Looking to the midterms and beyond, it’s clear that Social Security’s annual spending of about $1 trillion has placed it in the crosshairs of people who say the U.S. can no longer afford to honor its commitments to older Americans. Republican tax cuts have narrowed the government’s ability to fund Social Security, Medicare, and Medicaid without some combination of reduced spending on other programs, higher taxes and benefit cuts.
Whatever terms are used to describe proposed changes to Social Security – reform, fixing, right-sizing, etc. – it’s essential to look beneath the rhetorical sugarcoating.
For example, Florida Republian Sen. Marco Rubio has partnered with first daughter Ivanka Trump to advocate for expanding parental leave rights. The proposal would be self-funded by parents via early withdrawal of their earned Social Security benefits. There’s nothing that would force parents to do this, and it can be argued that they should have the right to do so. But taking money out of a person’s Social Security at a young age would amount to a reduction in their later retirement benefits. Don’t expect this bill – the Economic Security for New Parents Act — to be promoted as a cut in Social Security benefits. But it is.
Proposals to raise the retirement age for Social Security benefits also would result in a cut to benefits unless the basic structure of the program is also changed. This impact is hard to see at first glance, so please bear with me.
Right now, people can elect to receive benefits as soon as they turn 62 and can defer benefits until as long as age 70, when they reach their maximum monthly amount. The full retirement age was 66 but is rising in two-month increments to 67 for those born from 1955 to 1960.
Raising the full retirement age further to 68, 69, or even 70 would – everything else being equal – force Social Security to trim benefits for people who elect to take benefits early after they’ve turned 62. Right now, a person whose full retirement age is, say, 66, receives a benefit that is 25 percent larger than if they claimed at age 62. That gain is spaced over four years and, in simple math, worth 6.25 percent a year in higher benefits for people who hold off filing.

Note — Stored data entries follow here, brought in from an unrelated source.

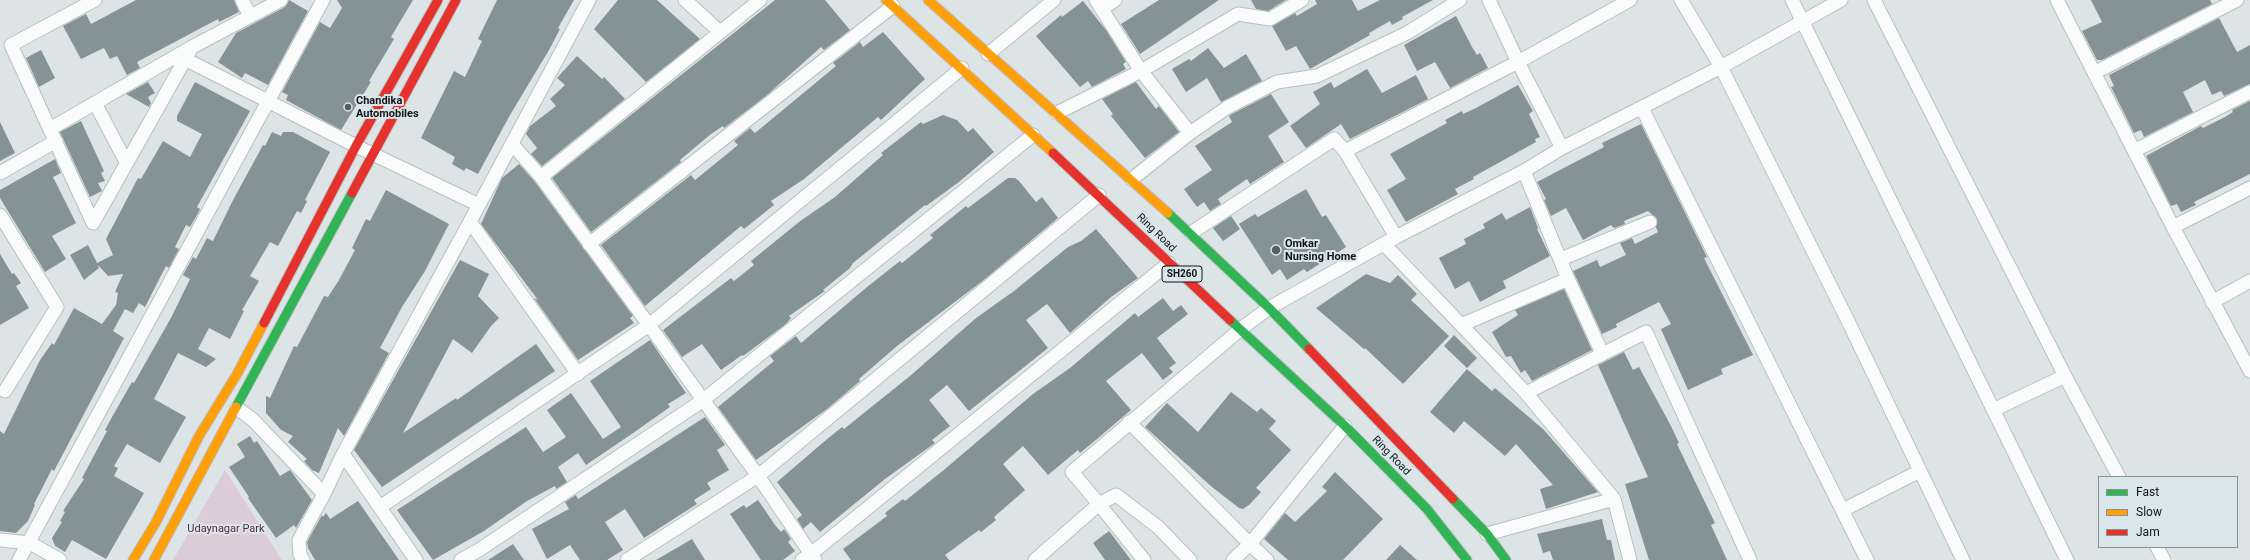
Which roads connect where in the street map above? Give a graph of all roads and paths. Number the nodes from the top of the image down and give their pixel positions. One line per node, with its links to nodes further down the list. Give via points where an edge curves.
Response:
1 (95, 0): 41 (street, via 11,45)
2 (242, 0): 25 (street)
3 (281, 0): 25 (street)
4 (323, 0): 37 (street)
5 (438, 0): 46 (main road)
6 (456, 0): 50 (main road)
7 (589, 0): 45 (street)
8 (685, 0): 27 (street)
9 (760, 0): 27 (street)
10 (928, 0): 29 (main road, Ring Road / SH260)
11 (1054, 0): 29 (street)
12 (1115, 0): 24 (street)
13 (1302, 0): 34 (street, via 1270,19 1238,14)
14 (1460, 0): 42 (street, via 1407,33 1317,76 1277,82 1228,107)
15 (1489, 0): 31 (street)
16 (1630, 0): 31 (street)
17 (1681, 0): 32 (street)
18 (1792, 0): 26 (street)
19 (1841, 0): 26 (street)
20 (1874, 0): 79 (street)
21 (2057, 0): 35 (street)
22 (2237, 0): 35 (street)
23 (890, 3): 33 (main road, Ring Road / SH260); 65 (street)
24 (1099, 5): 34 (street)
25 (250, 16): 28 (street)
26 (1804, 21): 32 (street); 84 (street)
27 (720, 32): 54 (street)
28 (192, 46): 30 (street); 38 (street)
29 (988, 54): 40 (main road, Ring Road / SH260)
30 (185, 59): 37 (street); 51 (street)
31 (1518, 62): 47 (street); 48 (street)
32 (1721, 67): 39 (street); 88 (street)
33 (962, 68): 43 (main road, Ring Road / SH260); 73 (street)
34 (1140, 71): 40 (street); 42 (street)
35 (2094, 73): 49 (street)
36 (2250, 92): 49 (street)
37 (267, 101): 46 (street); 98 (street)
38 (94, 103): 41 (street); 51 (street)
39 (1642, 108): 47 (street); 95 (street)
40 (1057, 113): 55 (main road, Ring Road / SH260)
41 (50, 129): 44 (street)
42 (1190, 133): 55 (street)
43 (1033, 135): 57 (main road, Ring Road / SH260); 82 (street)
44 (56, 141): 51 (street, via 93,223); 53 (street)
45 (512, 144): 54 (street); 58 (street)
46 (356, 146): 50 (street); 105 (main road, via 236,374 199,436 156,522)
47 (1562, 148): 52 (street)
48 (1345, 151): 63 (street, via 1334,139); 64 (street)
49 (2134, 151): 62 (street)
50 (372, 154): 58 (street); 83 (main road)
51 (126, 162)
52 (1524, 171): 64 (street); 67 (street)
53 (0, 173)
54 (540, 177): 65 (street)
55 (1132, 179): 63 (main road, Ring Road / SH260)
56 (2250, 188): 62 (street)
57 (1099, 195): 68 (main road, Ring Road / SH260); 89 (street)
58 (479, 205): 60 (street)
59 (0, 215): 81 (street, via 57,307)
60 (471, 222): 78 (street); 87 (street)
61 (1650, 222): 67 (street)
62 (2173, 227): 71 (street)
63 (1191, 233): 72 (main road, Ring Road / SH260)
64 (1396, 237): 66 (street)
65 (589, 244): 73 (street)
66 (1384, 244): 72 (street); 74 (street)
67 (1561, 259): 69 (street)
68 (1170, 263): 75 (main road, Ring Road / SH260); 102 (street)
69 (1568, 279): 74 (street); 76 (street)
70 (2250, 280): 71 (street)
71 (2212, 302): 77 (street)
72 (1269, 308): 75 (street); 96 (main road, Ring Road / SH260)
73 (649, 325): 78 (street); 82 (street)
74 (1461, 325): 80 (street)
75 (1242, 328): 85 (street); 86 (main road, Ring Road / SH260)
76 (1602, 352): 80 (street); 119 (street, via 1646,332)
77 (2250, 371)
78 (578, 374): 94 (street)
79 (2065, 376): 84 (street); 90 (street)
80 (1526, 393): 92 (street)
81 (2, 394)
82 (702, 401): 89 (street); 101 (street)
83 (237, 408): 91 (street, via 253,420); 106 (main road)
84 (1993, 410): 122 (street)
85 (1130, 422): 93 (street, via 1072,472); 99 (street)
86 (1345, 426): 99 (street); 116 (main road, Ring Road / SH260, via 1427,510)
87 (343, 454): 91 (street); 94 (street)
88 (1920, 471): 95 (street); 121 (street)
89 (758, 476): 102 (street); 110 (street)
90 (2118, 476)
91 (324, 494): 107 (street, via 299,540)
92 (1614, 499): 96 (street); 118 (street)
93 (1099, 504): 111 (street); 112 (street); 113 (street, via 1116,495 1158,527)
94 (380, 507): 108 (street)
95 (1843, 510): 120 (street)
96 (1487, 534): 117 (main road, Ring Road / SH260)
97 (0, 540): 98 (street)
98 (30, 543): 103 (street); 104 (street)
99 (1250, 544): 114 (street); 115 (street)
100 (2158, 548): 123 (street)
101 (482, 555): 109 (street)
102 (809, 558)
103 (20, 560)
104 (60, 560)
105 (133, 560)
106 (154, 560)
107 (303, 560)
108 (416, 560)
109 (461, 560)
110 (627, 560)
111 (1035, 560)
112 (1144, 560)
113 (1190, 560)
114 (1233, 560)
115 (1268, 560)
116 (1467, 560)
117 (1506, 560)
118 (1630, 560)
119 (1750, 560)
120 (1867, 560)
121 (1963, 560)
122 (2067, 560)
123 (2164, 560)

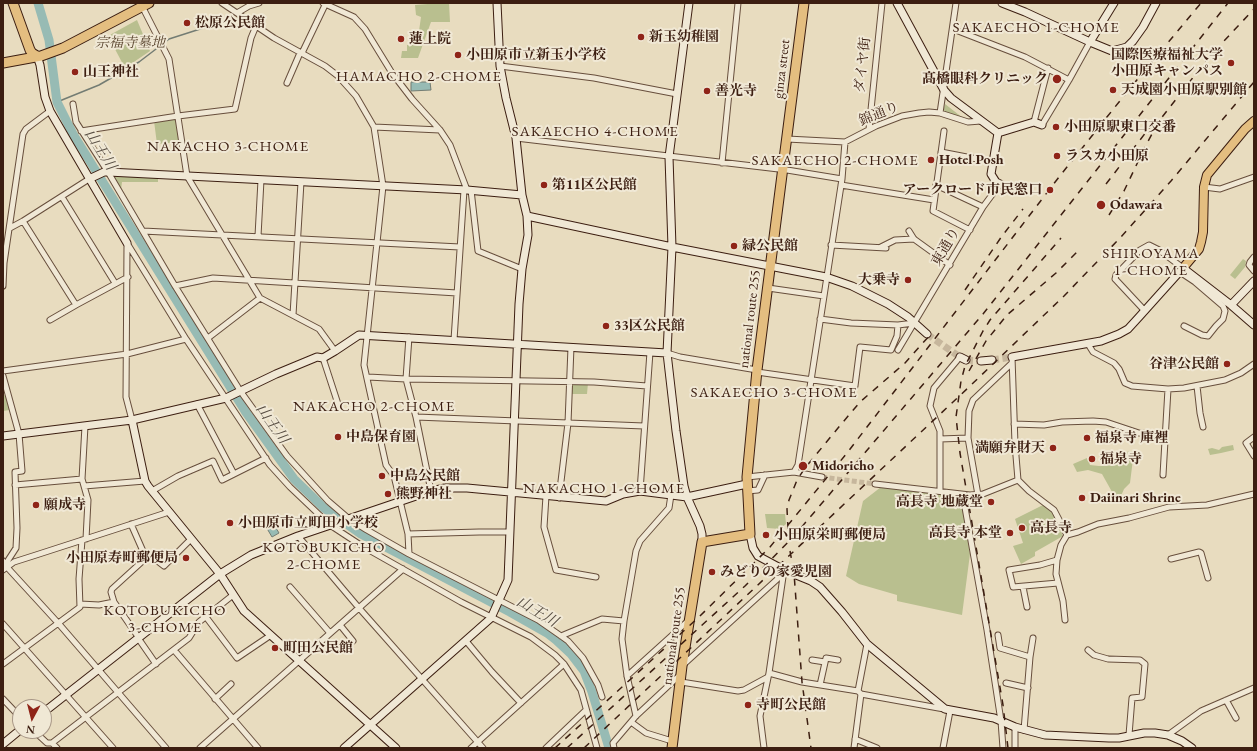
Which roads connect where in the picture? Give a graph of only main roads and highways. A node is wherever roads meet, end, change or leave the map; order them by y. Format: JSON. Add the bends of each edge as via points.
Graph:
{"nodes":[{"id":1,"x":13,"y":3,"type":"edge"},
{"id":2,"x":19,"y":3,"type":"edge"},
{"id":3,"x":804,"y":3,"type":"edge"},
{"id":4,"x":146,"y":4,"type":"edge"},
{"id":5,"x":39,"y":56,"type":"junction"},
{"id":6,"x":3,"y":63,"type":"edge"},
{"id":7,"x":1254,"y":121,"type":"edge"},
{"id":8,"x":787,"y":139,"type":"joint"},
{"id":9,"x":1182,"y":270,"type":"road end"},
{"id":10,"x":672,"y":744,"type":"edge"}],
"edges":[{"from":1,"to":5,"type":"highway","via":[[30,50]]},
{"from":2,"to":5,"type":"highway"},
{"from":3,"to":8,"type":"highway","name":"ginza street"},
{"from":4,"to":5,"type":"highway","via":[[63,48]]},
{"from":5,"to":6,"type":"highway"},
{"from":7,"to":9,"type":"main road","via":[[1208,175],[1204,187],[1203,232],[1199,250]]},
{"from":8,"to":10,"type":"highway","name":"national route 255","via":[[757,371],[747,484],[750,534],[702,542]]}]}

However, if the full retirement age were raised, that same 25 percent increase would have to be spaced over six or seven years. If the full retirement age was 68, for example, the annual benefit for deferred filing would not be 6.25 percent but slightly less than 4.2 percent. Thus, if the retirement benefit stayed the same, this would amount to a benefit cut for anyone claiming benefits after they turned 62 and before they reached the new retirement age.
Lots of proposals to change Social Security have deceptively misleading names and results that differ from what you might think. For those with spare time, and the appropriate amount of caffeine to keep you focused, you, too, can become an expert by reading the agency’s detailed impact studies on major proposals to change the program.
Phil Moeller is the author of “Get What’s Yours for Medicare: Maximize Your Coverage, Minimize Your Costs” and the co-author of the updated edition of The New York Times bestseller “Get What’s Yours: The Revised Secrets to Maxing Out Your Social Security,” with Making Sen$e’s Paul Solman and Larry Kotlikoff. On Twitter @PhilMoeller or via e-mail: email@example.com.
Editor’s note: It was incorrectly reported that benefits paid in 2018 will be less than the sum of payroll taxes from current workers plus the interest earnings on those trust-fund assets; benefits will in fact be more.